The Ragú pasta sauce line consists of smooth Old World Style sauces, Chunky sauces, bold Robusto! sauces, as well as organic and light pasta sauces. While most well known for selling jarred pasta sauce, Ragú also purveys a pizza sauce and an Alfredo sauce.

==Spelling==
The brand name Ragú is spelled with an acute accent, while the Italian word ragù (an Italian sauce typically used for dressing pasta) is spelled with a grave accent.

==History==
Ragú had its origins in Rochester, New York, in 1937. Assunta Cantisano and her husband, Giovanni, founded the Ragu Packing Company in their home in Rochester, New York, in 1937, making spaghetti sauce in their basement and selling it on their front porch. They later expanded to an entire factory. In 1969, the Ragu name was sold to Chesebrough-Pond's, which in turn was acquired by Unilever in 1987. Unilever introduced the short-lived Chicken Tonight line of simmering sauces in the early 1990s under the Ragú brand. Mizkan purchased the brand in 2014.

The facility in Rochester still manufactured products under the Cantisano name brand. Some of the original facility still exists and produces products for other labels (including Newman's Own) as private label foods. They also have a facility in Owensboro, Kentucky.
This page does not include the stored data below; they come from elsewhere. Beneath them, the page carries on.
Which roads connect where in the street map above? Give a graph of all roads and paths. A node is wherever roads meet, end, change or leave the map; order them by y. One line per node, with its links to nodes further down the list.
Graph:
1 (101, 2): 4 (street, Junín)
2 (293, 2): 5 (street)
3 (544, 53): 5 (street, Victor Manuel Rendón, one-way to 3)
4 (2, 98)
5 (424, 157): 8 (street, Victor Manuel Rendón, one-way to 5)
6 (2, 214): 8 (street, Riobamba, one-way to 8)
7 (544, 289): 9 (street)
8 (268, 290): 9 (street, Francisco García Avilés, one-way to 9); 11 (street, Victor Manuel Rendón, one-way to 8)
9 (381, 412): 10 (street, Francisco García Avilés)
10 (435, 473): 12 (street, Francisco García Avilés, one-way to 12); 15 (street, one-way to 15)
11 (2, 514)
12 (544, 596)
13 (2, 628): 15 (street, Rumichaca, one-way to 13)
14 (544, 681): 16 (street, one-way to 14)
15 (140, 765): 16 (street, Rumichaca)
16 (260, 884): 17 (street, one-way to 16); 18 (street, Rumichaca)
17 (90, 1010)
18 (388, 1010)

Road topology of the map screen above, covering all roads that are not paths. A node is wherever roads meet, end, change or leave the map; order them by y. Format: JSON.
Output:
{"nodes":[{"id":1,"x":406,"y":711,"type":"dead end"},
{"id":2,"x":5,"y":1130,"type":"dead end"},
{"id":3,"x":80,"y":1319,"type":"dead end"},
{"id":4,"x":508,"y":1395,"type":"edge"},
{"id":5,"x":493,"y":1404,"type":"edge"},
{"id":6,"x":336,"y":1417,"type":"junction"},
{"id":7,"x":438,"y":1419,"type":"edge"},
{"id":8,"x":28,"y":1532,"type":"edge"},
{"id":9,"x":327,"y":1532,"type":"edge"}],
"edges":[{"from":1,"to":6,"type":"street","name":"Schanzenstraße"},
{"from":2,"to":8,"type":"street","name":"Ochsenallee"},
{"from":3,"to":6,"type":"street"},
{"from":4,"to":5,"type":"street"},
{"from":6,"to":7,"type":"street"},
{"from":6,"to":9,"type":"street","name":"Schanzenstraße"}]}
The Cantisano family left to create Cantisano Foods (now LiDestri Foods) and invented the Francesco Rinaldi brand of pasta sauce. The quotations "As I got older, I got better" and "Ciao, Francesco Rinaldi" have gained popularity since their use in commercials for Francesco Rinaldi.

In August 2020, Mizkan announced that it was removing Ragú from the Canadian market.